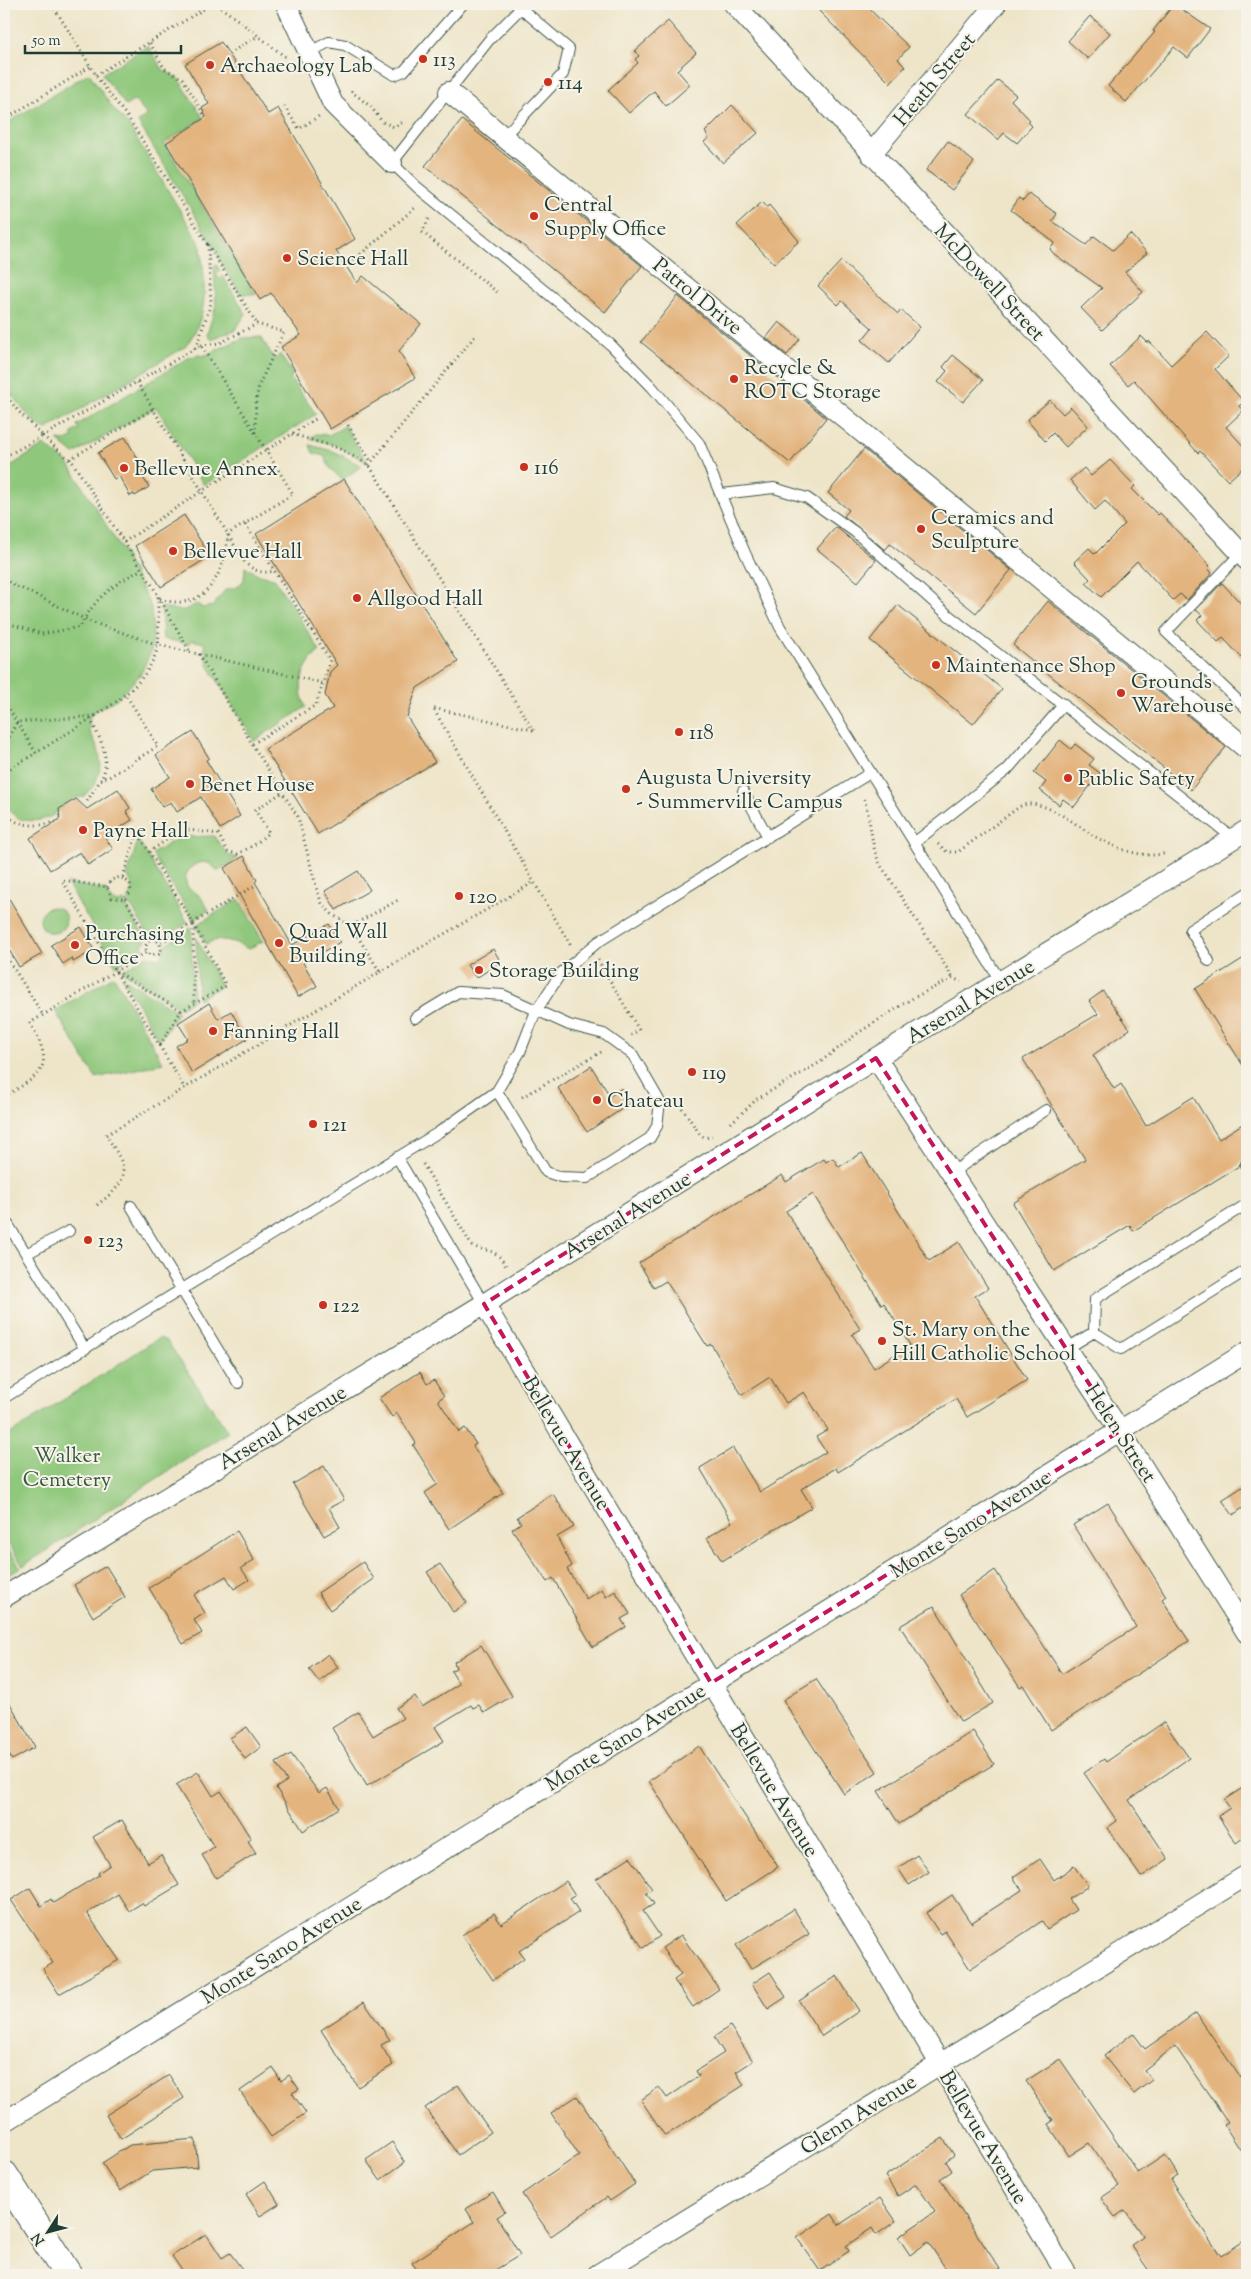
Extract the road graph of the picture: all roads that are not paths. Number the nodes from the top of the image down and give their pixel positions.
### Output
1 (286, 4) edge
2 (463, 4) edge
3 (734, 4) edge
4 (996, 4) edge
5 (520, 5) edge
6 (308, 53) junction
7 (449, 92) junction
8 (504, 136) junction
9 (871, 154) junction
10 (392, 163) junction
11 (722, 494) junction
12 (1244, 556) edge
13 (1064, 704) junction
14 (1247, 709) edge
15 (1247, 748) edge
16 (870, 773) junction
17 (743, 791) dead end
18 (1243, 835) edge
19 (768, 836) junction
20 (914, 843) junction
21 (1247, 893) edge
22 (1209, 961) dead end
23 (1001, 982) junction
24 (536, 1011) junction
25 (415, 1018) dead end
26 (876, 1058) junction
27 (497, 1092) junction
28 (1046, 1110) dead end
29 (397, 1158) junction
30 (951, 1173) junction
31 (1247, 1204) edge
32 (131, 1206) dead end
33 (4, 1218) edge
34 (69, 1231) dead end
35 (26, 1254) junction
36 (1247, 1270) edge
37 (181, 1289) junction
38 (484, 1304) junction
39 (1094, 1332) junction
40 (86, 1349) junction
41 (1066, 1349) junction
42 (1247, 1352) edge
43 (238, 1383) dead end
44 (4, 1398) edge
45 (1120, 1431) junction
46 (4, 1597) edge
47 (1247, 1633) edge
48 (711, 1684) junction
49 (1247, 1875) edge
50 (940, 2064) junction
51 (4, 2122) edge
52 (4, 2175) edge
53 (609, 2272) edge
54 (68, 2275) edge
55 (1067, 2275) edge

1 - 6 street
2 - 6 lane
3 - 9 street, McDowell Street
4 - 9 street, Heath Street
5 - 7 lane
5 - 8 lane
6 - 10 street
7 - 8 street, Patrol Drive
7 - 10 lane
8 - 15 street, Patrol Drive
9 - 12 street, McDowell Street
10 - 11 lane
11 - 13 lane
11 - 16 lane
12 - 14 lane
13 - 18 lane
13 - 20 lane
16 - 19 lane
16 - 20 lane
17 - 19 lane
18 - 23 street, Arsenal Avenue
19 - 24 lane
20 - 23 lane
21 - 22 lane
23 - 26 street, Arsenal Avenue
24 - 25 lane
24 - 27 lane
24 - 27 lane
26 - 30 street, Helen Street
26 - 38 street, Arsenal Avenue
27 - 29 lane
28 - 30 lane
29 - 37 lane
29 - 38 lane
30 - 41 street, Helen Street
31 - 39 lane
32 - 37 lane
33 - 35 lane
34 - 35 lane
35 - 40 lane
36 - 39 lane
37 - 40 lane
37 - 43 lane
38 - 46 street, Arsenal Avenue
38 - 48 street, Bellevue Avenue
39 - 41 lane
40 - 44 lane
41 - 45 street, Helen Street
42 - 45 street, Monte Sano Avenue
45 - 47 street, Helen Street
45 - 48 street, Monte Sano Avenue
48 - 50 street, Bellevue Avenue
48 - 51 street, Monte Sano Avenue
49 - 50 street, Glenn Avenue
50 - 53 street, Glenn Avenue
50 - 55 street, Bellevue Avenue
52 - 54 main road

•••

=== ABOUT THIS TASK ===
Only lines holding the word "Sano" belong in the answer; copy each one from the material.

=== TASK RESPONSE ===
42 - 45 street, Monte Sano Avenue
45 - 48 street, Monte Sano Avenue
48 - 51 street, Monte Sano Avenue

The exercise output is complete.